Extraordinary operations in California on pregnant women to correct a serious abnormality of the spine in babies in the womb. The damage was repaired by stem cells taken from the placenta, treated and then reintroduced.
Spina bifida is an anomaly of the spine during foetal development, which can lead to very serious damage like paralysis of the lower limbs, genitourinary issues and even cognitive impairment. However, in the future it could be treated more effectively than today, even before birth, with an operation directly inside the womb with the aid of stem cells.
The first three children who underwent this new experimental technique at the University of California in Davis, are all doing well. They survived the operation, were born by caesarean section, and so far are in a much better condition than would be expected if they had been operated on after birth (as is usually the case).

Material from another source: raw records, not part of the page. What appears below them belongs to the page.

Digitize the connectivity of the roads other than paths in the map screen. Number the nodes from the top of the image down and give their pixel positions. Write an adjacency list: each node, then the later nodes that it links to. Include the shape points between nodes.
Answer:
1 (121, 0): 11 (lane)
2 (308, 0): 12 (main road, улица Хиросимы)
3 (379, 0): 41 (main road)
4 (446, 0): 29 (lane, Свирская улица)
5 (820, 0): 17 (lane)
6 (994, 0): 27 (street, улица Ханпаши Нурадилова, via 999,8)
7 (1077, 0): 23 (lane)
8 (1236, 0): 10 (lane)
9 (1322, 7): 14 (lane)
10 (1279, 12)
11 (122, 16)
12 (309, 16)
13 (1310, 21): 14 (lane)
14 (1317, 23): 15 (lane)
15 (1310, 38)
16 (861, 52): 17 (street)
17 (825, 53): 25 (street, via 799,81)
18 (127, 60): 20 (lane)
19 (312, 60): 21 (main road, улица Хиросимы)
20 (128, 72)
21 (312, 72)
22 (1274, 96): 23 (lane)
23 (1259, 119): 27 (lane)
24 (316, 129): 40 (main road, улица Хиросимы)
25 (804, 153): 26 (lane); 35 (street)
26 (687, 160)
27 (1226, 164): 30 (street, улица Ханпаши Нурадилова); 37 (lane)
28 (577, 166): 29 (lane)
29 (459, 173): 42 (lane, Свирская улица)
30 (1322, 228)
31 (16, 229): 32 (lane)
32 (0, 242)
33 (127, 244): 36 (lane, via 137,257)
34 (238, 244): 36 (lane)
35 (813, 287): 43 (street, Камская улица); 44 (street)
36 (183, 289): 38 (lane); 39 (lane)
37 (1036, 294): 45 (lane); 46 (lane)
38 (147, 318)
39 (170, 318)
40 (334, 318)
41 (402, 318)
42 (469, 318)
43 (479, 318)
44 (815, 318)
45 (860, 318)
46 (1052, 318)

The news was announced by the same team of surgeons and paediatricians, led by Professor Diana Farmer, who launched the final phase of a trial called CuRe Trial: Cellular Therapy for In Utero Repair of Myelomeningocele in 2021. Myelomeningocele is one of the forms in which spina bifida can occur and a total of 35 foetuses will be operated on during the trial.
The project, funded with $9 million from the California Institute for Regenerative Medicine, started by studying the potential of mesenchymal stem cells, taken directly from the placenta, in helping complete spinal fusion.
Once grown and processed in the laboratory on a biocompatible support that resembles a patch, the stem cells are ready to be placed on the foetus’ spine while it is still exposed and not covered with skin. They then help to repair it.
Spina bifida, the road to a cure through a long series of preliminary tests
Over the past few years, Farmer's team has conducted several experiments on animals, in particular sheep and English bulldogs, which are extremely prone to spina bifida. In view of their excellent results (puppies developed normally, without any disabilities), it was decided to progress with the first tests on humans, and the first three children are now one year old.
From a technical point of view, the procedure involves around forty specialists and the final phase lasts four days. This is the time needed to extract the mother's stem cells, grow them on the support and then surgically implant them into the foetus. The procedure involves making a small incision in the uterus, manipulating the foetus until the spine is accessible, inserting the stem 'patch', and then closing up. Each of these highly delicate phases can fail, or unforeseen events like contamination can occur, so they must be carried out by highly specialised professionals who work in different phases in teams over many hours.
However, if everything goes well, as it did when the Californian team operated on a woman called Emily under general anaesthetic when she was 25 weeks pregnant, the result was Robbie, a baby girl who started kicking as soon as she was born (by caesarean section at 35 weeks). Children with spina bifida often cannot perform this simple, spontaneous movement because their lower limbs are paralysed. Those kicks were a great source of joy and hope to both the parents and the team, although a long series of checks will still be needed to see how Robbie is really doing. For the moment, however, everything is going according to plan.
The decisive role of stem cells
In the early 2000s Diana Farmer made an extremely significant breakthrough for children with spina bifida by proving that it was possible to operate on them in utero (as the world's first female foetal surgeon). The babies born were equally compromised, and dependent on a wheelchair, but they were in a much better condition than babies who were not operated on, or who were operated on in the first few months of their life.
But the addition of the stem 'patch' is a huge leap forward, according to the researchers, and could almost completely defeat the disease, resulting in children who are destined to function normally.
The children operated on in Davis will be followed until they are six years old, with a check-up every six months, to see what kind of mobility they are acquiring. Early results look promising.